- **Work order**: Report every line below that holds the word "Answer".

- **Records for this task**:
○ ○ ○ ○

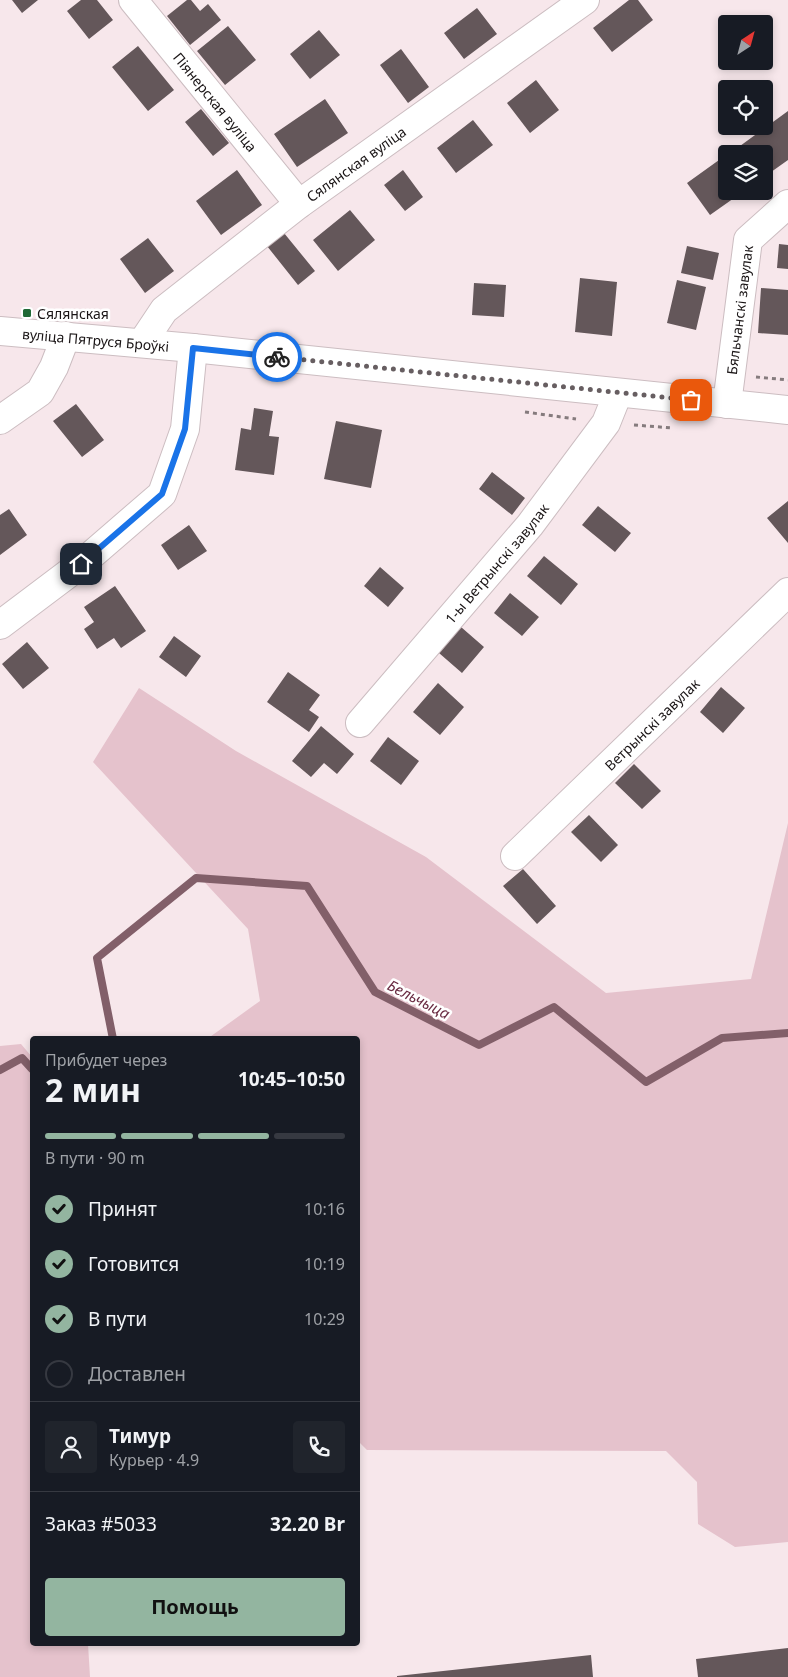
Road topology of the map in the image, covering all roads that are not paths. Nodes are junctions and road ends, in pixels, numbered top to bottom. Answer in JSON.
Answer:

○ ○ ○ ○

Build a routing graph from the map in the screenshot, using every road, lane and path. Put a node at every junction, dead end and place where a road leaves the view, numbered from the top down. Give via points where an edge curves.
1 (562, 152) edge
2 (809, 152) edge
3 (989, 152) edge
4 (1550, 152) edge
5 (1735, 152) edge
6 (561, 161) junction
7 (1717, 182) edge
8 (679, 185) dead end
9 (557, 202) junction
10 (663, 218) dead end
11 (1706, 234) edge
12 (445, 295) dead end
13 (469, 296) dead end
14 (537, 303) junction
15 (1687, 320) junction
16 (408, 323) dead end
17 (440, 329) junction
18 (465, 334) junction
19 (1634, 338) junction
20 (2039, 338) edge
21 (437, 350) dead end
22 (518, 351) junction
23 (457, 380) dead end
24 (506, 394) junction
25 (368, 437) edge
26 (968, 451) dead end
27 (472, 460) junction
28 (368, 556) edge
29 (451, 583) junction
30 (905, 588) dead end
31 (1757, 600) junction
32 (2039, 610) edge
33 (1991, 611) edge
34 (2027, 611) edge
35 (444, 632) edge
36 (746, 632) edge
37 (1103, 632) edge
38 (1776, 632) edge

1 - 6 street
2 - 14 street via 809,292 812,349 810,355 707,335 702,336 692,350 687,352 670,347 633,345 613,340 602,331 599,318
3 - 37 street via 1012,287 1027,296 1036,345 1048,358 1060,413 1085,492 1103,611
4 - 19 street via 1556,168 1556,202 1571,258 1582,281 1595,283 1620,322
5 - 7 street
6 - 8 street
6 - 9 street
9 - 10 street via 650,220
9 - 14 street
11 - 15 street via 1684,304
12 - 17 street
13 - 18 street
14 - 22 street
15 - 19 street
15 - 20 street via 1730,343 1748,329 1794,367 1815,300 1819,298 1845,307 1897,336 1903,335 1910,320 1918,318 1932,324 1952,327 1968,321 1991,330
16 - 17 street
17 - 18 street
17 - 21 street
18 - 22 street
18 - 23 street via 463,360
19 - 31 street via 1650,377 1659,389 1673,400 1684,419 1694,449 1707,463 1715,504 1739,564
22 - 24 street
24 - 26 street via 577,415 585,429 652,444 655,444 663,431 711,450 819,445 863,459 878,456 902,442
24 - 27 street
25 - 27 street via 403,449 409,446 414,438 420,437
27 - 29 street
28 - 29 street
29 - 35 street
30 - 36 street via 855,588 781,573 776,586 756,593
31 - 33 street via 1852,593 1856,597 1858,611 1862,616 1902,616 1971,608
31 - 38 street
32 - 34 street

○ ○ ○ ○

- **Response for this exercise**:
Road topology of the map in the image, covering all roads that are not paths. Nodes are junctions and road ends, in pixels, numbered top to bottom. Answer in JSON.
Answer:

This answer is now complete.